DATA PROVIDED
Segment Open

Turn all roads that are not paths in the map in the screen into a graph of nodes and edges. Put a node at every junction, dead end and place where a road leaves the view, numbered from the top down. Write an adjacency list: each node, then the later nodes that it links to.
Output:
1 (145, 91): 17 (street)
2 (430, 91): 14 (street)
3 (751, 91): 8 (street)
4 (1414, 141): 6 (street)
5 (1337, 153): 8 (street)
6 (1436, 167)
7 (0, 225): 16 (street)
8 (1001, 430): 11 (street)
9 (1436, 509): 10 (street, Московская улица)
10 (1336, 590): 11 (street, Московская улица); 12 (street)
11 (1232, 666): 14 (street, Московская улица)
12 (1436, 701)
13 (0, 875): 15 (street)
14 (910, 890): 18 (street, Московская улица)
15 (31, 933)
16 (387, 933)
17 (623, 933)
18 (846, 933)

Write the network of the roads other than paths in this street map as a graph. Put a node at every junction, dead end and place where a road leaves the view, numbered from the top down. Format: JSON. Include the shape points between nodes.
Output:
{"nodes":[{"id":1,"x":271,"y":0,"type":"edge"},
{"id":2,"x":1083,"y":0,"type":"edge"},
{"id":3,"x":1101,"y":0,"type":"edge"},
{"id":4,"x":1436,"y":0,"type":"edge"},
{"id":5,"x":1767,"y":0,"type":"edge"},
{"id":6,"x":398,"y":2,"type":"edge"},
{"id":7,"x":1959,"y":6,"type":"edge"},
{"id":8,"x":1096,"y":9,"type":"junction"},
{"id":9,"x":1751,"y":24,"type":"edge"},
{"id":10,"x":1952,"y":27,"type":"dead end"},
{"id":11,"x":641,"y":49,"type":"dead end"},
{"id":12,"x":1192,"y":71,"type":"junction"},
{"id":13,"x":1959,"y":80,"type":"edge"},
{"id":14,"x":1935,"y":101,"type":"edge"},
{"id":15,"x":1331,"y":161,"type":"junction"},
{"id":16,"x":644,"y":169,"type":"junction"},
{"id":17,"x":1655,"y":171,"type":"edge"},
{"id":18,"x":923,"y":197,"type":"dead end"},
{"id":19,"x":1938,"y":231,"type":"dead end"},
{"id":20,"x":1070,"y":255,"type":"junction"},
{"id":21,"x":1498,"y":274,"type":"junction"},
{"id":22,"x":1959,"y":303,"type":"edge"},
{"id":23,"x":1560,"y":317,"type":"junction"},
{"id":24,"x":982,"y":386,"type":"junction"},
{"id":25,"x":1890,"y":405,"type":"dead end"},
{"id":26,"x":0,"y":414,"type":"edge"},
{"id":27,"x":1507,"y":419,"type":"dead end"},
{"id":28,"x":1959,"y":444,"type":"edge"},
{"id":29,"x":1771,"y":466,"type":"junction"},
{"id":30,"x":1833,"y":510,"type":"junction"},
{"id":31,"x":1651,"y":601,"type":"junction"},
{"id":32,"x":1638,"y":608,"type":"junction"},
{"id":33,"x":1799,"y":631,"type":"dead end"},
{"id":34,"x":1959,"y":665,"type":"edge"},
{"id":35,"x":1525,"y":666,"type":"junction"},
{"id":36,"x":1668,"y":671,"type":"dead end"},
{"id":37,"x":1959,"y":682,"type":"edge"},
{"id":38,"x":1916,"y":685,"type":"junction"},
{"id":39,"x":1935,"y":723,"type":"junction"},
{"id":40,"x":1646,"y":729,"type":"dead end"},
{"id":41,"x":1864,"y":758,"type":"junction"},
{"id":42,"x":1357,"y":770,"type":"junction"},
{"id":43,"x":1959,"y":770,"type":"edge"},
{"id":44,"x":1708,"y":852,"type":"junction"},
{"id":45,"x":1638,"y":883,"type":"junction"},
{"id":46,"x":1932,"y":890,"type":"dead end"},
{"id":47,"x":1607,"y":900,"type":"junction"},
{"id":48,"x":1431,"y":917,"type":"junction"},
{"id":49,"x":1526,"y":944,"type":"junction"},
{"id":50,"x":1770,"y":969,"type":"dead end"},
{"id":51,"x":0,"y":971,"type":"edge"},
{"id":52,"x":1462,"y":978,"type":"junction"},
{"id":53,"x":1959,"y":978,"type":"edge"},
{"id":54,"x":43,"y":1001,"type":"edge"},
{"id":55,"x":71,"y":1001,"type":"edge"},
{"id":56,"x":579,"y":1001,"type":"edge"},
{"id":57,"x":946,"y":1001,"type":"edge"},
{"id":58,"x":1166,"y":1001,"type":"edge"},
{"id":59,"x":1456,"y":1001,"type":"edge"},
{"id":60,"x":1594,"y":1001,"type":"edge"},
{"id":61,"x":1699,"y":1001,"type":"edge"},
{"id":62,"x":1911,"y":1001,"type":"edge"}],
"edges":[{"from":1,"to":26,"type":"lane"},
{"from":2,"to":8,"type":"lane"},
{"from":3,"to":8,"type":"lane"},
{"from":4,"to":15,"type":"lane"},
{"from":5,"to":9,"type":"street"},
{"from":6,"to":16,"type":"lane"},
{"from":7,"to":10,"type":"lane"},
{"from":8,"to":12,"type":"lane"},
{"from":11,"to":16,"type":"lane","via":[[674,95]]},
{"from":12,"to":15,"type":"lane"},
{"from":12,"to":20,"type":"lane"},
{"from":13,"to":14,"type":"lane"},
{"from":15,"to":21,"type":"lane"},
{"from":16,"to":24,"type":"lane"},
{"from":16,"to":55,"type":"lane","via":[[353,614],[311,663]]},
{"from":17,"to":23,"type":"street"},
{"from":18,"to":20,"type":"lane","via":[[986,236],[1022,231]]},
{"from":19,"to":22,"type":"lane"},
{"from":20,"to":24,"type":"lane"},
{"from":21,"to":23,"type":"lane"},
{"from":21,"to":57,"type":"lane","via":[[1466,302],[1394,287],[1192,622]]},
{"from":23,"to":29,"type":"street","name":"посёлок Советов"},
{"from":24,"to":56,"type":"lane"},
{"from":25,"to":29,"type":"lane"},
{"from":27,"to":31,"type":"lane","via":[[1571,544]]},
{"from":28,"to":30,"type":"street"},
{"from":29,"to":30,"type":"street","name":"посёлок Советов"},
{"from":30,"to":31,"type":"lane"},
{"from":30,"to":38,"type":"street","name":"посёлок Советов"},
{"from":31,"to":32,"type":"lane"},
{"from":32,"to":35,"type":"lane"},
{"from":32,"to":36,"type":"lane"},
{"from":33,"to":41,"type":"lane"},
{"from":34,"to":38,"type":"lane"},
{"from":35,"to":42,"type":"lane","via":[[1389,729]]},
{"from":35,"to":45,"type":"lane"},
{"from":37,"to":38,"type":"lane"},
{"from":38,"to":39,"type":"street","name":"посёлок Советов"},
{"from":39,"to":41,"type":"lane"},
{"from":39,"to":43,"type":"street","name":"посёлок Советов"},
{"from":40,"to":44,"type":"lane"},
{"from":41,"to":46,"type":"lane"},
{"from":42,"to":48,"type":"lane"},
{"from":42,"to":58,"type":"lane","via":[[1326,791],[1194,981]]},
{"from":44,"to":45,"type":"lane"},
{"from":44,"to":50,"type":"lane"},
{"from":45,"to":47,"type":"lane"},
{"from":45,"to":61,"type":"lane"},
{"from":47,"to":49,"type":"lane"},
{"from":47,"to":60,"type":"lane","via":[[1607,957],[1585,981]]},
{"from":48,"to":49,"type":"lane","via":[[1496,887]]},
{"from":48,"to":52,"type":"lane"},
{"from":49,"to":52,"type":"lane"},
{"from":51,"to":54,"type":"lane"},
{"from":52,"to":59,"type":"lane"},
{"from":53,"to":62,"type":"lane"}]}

Segment Closed

PROBLEM TO WORK ON
Give back exactly the lines of the listing, starting with the first and ending with the one bearing "Write the network". Add no other lines.

RESPONSE BOX
Turn all roads that are not paths in the map in the screen into a graph of nodes and edges. Put a node at every junction, dead end and place where a road leaves the view, numbered from the top down. Write an adjacency list: each node, then the later nodes that it links to.
Output:
1 (145, 91): 17 (street)
2 (430, 91): 14 (street)
3 (751, 91): 8 (street)
4 (1414, 141): 6 (street)
5 (1337, 153): 8 (street)
6 (1436, 167)
7 (0, 225): 16 (street)
8 (1001, 430): 11 (street)
9 (1436, 509): 10 (street, Московская улица)
10 (1336, 590): 11 (street, Московская улица); 12 (street)
11 (1232, 666): 14 (street, Московская улица)
12 (1436, 701)
13 (0, 875): 15 (street)
14 (910, 890): 18 (street, Московская улица)
15 (31, 933)
16 (387, 933)
17 (623, 933)
18 (846, 933)

Write the network of the roads other than paths in this street map as a graph. Put a node at every junction, dead end and place where a road leaves the view, numbered from the top down. Format: JSON. Include the shape points between nodes.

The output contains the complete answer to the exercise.